▸ TASK INSTRUCTIONS:
Among the records, find the lines that hold the string "down" and return them.

"""

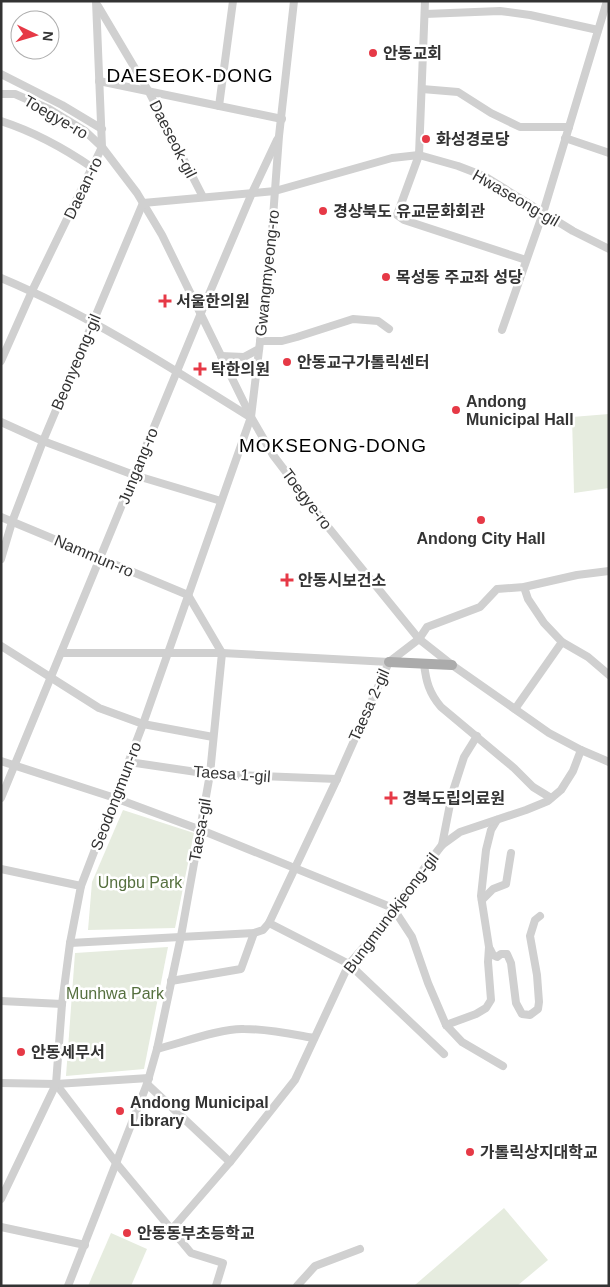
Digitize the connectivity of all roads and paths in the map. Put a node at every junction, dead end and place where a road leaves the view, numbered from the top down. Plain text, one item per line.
1 (233, 1) edge
2 (294, 1) edge
3 (425, 1) edge
4 (607, 1) edge
5 (96, 3) edge
6 (424, 14) junction
7 (598, 30) junction
8 (1, 74) edge
9 (99, 81) junction
10 (422, 89) junction
11 (149, 92) junction
12 (1, 94) edge
13 (219, 106) junction
14 (282, 119) junction
15 (1, 121) edge
16 (569, 127) junction
17 (102, 129) junction
18 (280, 136) junction
19 (565, 138) junction
20 (102, 147) junction
21 (609, 153) edge
22 (419, 155) junction
23 (93, 168) junction
24 (275, 191) junction
25 (252, 193) junction
26 (203, 197) junction
27 (143, 203) junction
28 (543, 213) junction
29 (609, 249) edge
30 (526, 260) junction
31 (1, 278) edge
32 (32, 291) junction
33 (201, 313) junction
34 (93, 322) junction
35 (389, 329) dead end
36 (502, 330) dead end
37 (260, 345) junction
38 (221, 356) junction
39 (1, 361) edge
40 (177, 372) junction
41 (251, 417) junction
42 (1, 422) edge
43 (43, 441) junction
44 (134, 475) junction
45 (221, 500) junction
46 (1, 517) edge
47 (12, 522) junction
48 (100, 558) junction
49 (1, 559) edge
50 (609, 571) edge
51 (524, 587) junction
52 (188, 595) junction
53 (419, 639) junction
54 (562, 642) junction
55 (1, 646) edge
56 (61, 653) junction
57 (168, 653) junction
58 (222, 653) junction
59 (389, 662) junction
60 (424, 664) junction
61 (452, 665) junction
62 (609, 675) edge
63 (51, 678) junction
64 (515, 709) junction
65 (143, 724) junction
66 (477, 736) junction
67 (213, 737) junction
68 (581, 750) junction
69 (1, 761) edge
70 (129, 762) junction
71 (609, 762) edge
72 (14, 766) junction
73 (210, 774) junction
74 (337, 779) junction
75 (1, 798) edge
76 (115, 798) junction
77 (551, 798) junction
78 (497, 820) junction
79 (201, 830) junction
80 (442, 845) junction
81 (511, 853) dead end
82 (295, 868) junction
83 (1, 869) edge
84 (81, 886) junction
85 (482, 900) junction
86 (393, 908) junction
87 (540, 916) dead end
88 (269, 923) junction
89 (254, 933) junction
90 (181, 936) junction
91 (70, 943) junction
92 (489, 947) junction
93 (349, 964) junction
94 (171, 981) junction
95 (1, 1001) edge
96 (62, 1004) junction
97 (446, 1025) junction
98 (314, 1038) junction
99 (158, 1049) junction
100 (444, 1054) dead end
101 (503, 1066) dead end
102 (148, 1081) junction
103 (1, 1083) edge
104 (56, 1084) junction
105 (230, 1162) junction
106 (117, 1164) junction
107 (1, 1199) edge
108 (1, 1227) edge
109 (172, 1229) junction
110 (85, 1245) junction
111 (360, 1249) dead end
112 (68, 1286) edge
113 (216, 1286) edge
114 (296, 1286) edge

1 - 13 street
2 - 14 street, Gwangmyeong-ro
3 - 6 street
4 - 7 street
5 - 9 street, Daean-ro
5 - 11 street, Daeseok-gil
6 - 7 street
6 - 10 street
7 - 16 street
8 - 17 street
9 - 11 street
9 - 17 street, Daean-ro
10 - 16 street
10 - 22 street
11 - 13 street
11 - 26 street, Daeseok-gil
12 - 20 street, Toegye-ro
13 - 14 street
14 - 18 street, Gwangmyeong-ro
15 - 23 street
16 - 19 street
17 - 20 street, Daean-ro
18 - 24 street, Gwangmyeong-ro
18 - 25 street, Jungang-ro
19 - 21 street
19 - 28 street
20 - 23 street, Daean-ro
20 - 27 street, Toegye-ro
22 - 24 street, Hwaseong-gil
22 - 28 street, Hwaseong-gil
22 - 30 street
23 - 32 street, Daean-ro
24 - 25 street, Hwaseong-gil
24 - 37 street, Gwangmyeong-ro
25 - 26 street, Hwaseong-gil
25 - 33 street, Jungang-ro
26 - 27 street, Hwaseong-gil
27 - 33 street, Toegye-ro
27 - 34 street, Beonyeong-gil
28 - 29 street, Hwaseong-gil
28 - 30 street
30 - 36 street
31 - 32 street
32 - 34 street
32 - 39 street, Daean-ro
33 - 38 street, Toegye-ro
33 - 40 street, Jungang-ro
34 - 40 street
34 - 43 street, Beonyeong-gil
35 - 37 street
37 - 38 street
37 - 41 street, Gwangmyeong-ro
38 - 41 street, Toegye-ro
40 - 41 street
40 - 44 street, Jungang-ro
41 - 45 street, Gwangmyeong-ro
41 - 53 street, Toegye-ro
42 - 43 street
43 - 44 street
43 - 47 street, Beonyeong-gil
44 - 45 street
44 - 48 street, Jungang-ro
45 - 52 street, Gwangmyeong-ro
46 - 47 street, Nammun-ro
47 - 48 street, Nammun-ro
47 - 49 street, Beonyeong-gil
48 - 52 street, Nammun-ro
48 - 56 street, Jungang-ro
50 - 51 street
51 - 53 street
51 - 54 street
52 - 57 street, Seodongmun-ro
52 - 58 street
53 - 59 street
53 - 61 street, Toegye-ro
54 - 62 street
54 - 64 street
55 - 63 street
56 - 57 street, Taesa 2-gil
56 - 63 street, Jungang-ro
57 - 58 street, Taesa 2-gil
57 - 65 street, Seodongmun-ro
58 - 59 street, Taesa 2-gil
58 - 67 street, Taesa-gil
59 - 60 main road
59 - 74 street, Taesa 2-gil
60 - 61 main road
60 - 66 street
61 - 64 street, Toegye-ro
63 - 65 street
63 - 72 street, Jungang-ro
64 - 68 street, Toegye-ro
65 - 67 street
65 - 70 street, Seodongmun-ro
66 - 77 street
66 - 80 street
67 - 73 street, Taesa-gil
68 - 71 street, Toegye-ro
68 - 77 street, Bungmunokjeong-gil
69 - 72 street
70 - 73 street, Taesa 1-gil
70 - 76 street, Seodongmun-ro
72 - 75 street, Jungang-ro
72 - 76 street
73 - 74 street, Taesa 1-gil
73 - 79 street, Taesa-gil
74 - 82 street, Taesa 2-gil
76 - 79 street
76 - 84 street, Seodongmun-ro
77 - 78 street, Bungmunokjeong-gil
78 - 80 street, Bungmunokjeong-gil
78 - 85 street
79 - 82 street
79 - 90 street, Taesa-gil
80 - 86 street, Bungmunokjeong-gil
81 - 85 street
82 - 86 street
82 - 88 street, Taesa 2-gil
83 - 84 street
84 - 91 street, Seodongmun-ro
85 - 92 street
86 - 93 street, Bungmunokjeong-gil
86 - 97 street
87 - 92 street
88 - 89 street
88 - 93 street
89 - 90 street
89 - 94 street
90 - 91 street
90 - 94 street, Taesa-gil
91 - 96 street, Seodongmun-ro
92 - 97 street
93 - 98 street, Bungmunokjeong-gil
93 - 100 street
94 - 99 street, Taesa-gil
95 - 96 street
96 - 104 street, Seodongmun-ro
97 - 101 street
98 - 99 street
98 - 105 street, Bungmunokjeong-gil
99 - 102 street, Taesa-gil
102 - 104 street
102 - 105 street
102 - 106 street, Taesa-gil
103 - 104 street
104 - 106 street
104 - 107 street, Seodongmun-ro
105 - 109 street, Bungmunokjeong-gil
106 - 109 street
106 - 110 street, Taesa-gil
108 - 110 street
109 - 113 street
110 - 112 street, Taesa-gil
111 - 114 street

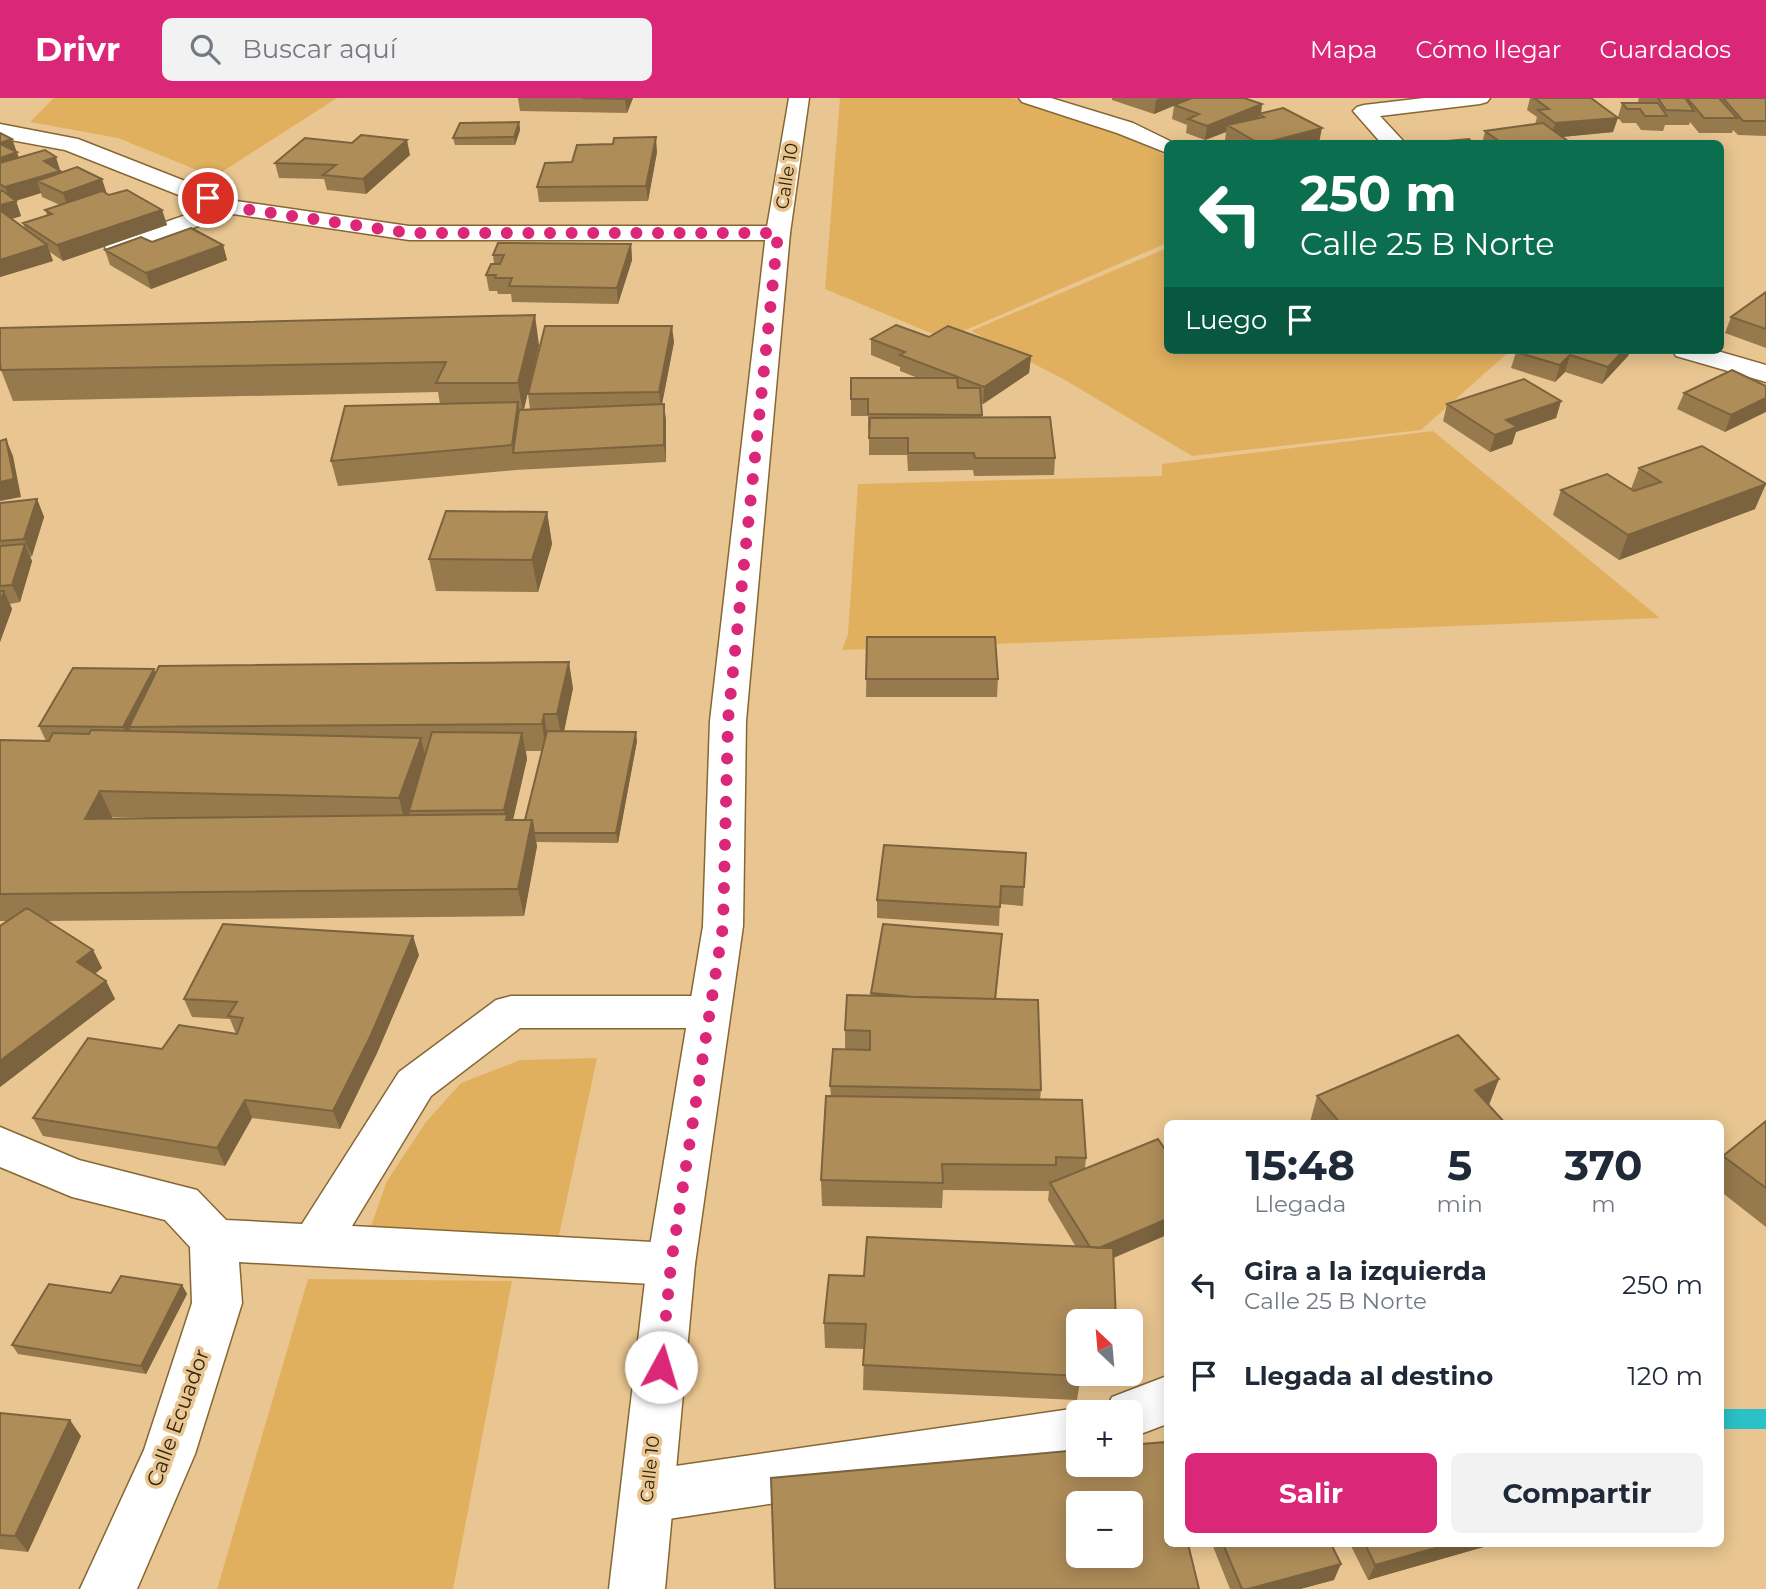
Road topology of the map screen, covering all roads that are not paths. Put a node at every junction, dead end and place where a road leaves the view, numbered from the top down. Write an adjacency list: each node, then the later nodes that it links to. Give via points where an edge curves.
1 (799, 98): 8 (street, Calle 10)
2 (1029, 98): 6 (street)
3 (1480, 98): 5 (street, via 1364,111)
4 (0, 131): 7 (street, via 70,144)
5 (1391, 140)
6 (1164, 145)
7 (231, 207): 8 (street, via 409,233); 9 (street)
8 (778, 233): 12 (street, Calle 10, via 728,720 723,926)
9 (117, 247)
10 (1699, 354): 11 (street)
11 (1766, 373)
12 (709, 1012): 15 (street, via 511,1012 415,1084); 16 (street, Calle 10)
13 (0, 1146): 14 (street, via 72,1178 180,1204)
14 (214, 1240): 15 (street); 21 (street, Calle Ecuador, via 217,1303 169,1454)
15 (315, 1245): 16 (street)
16 (671, 1264): 20 (street, Calle 10)
17 (1164, 1401): 18 (street)
18 (1143, 1408)
19 (1066, 1435): 20 (street)
20 (648, 1496): 22 (street, Calle 10)
21 (107, 1589)
22 (637, 1589)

"""

▸ EXERCISE RESULT:
Digitize the connectivity of all roads and paths in the map. Put a node at every junction, dead end and place where a road leaves the view, numbered from the top down. Plain text, one item per line.
Road topology of the map screen, covering all roads that are not paths. Put a node at every junction, dead end and place where a road leaves the view, numbered from the top down. Write an adjacency list: each node, then the later nodes that it links to. Give via points where an edge curves.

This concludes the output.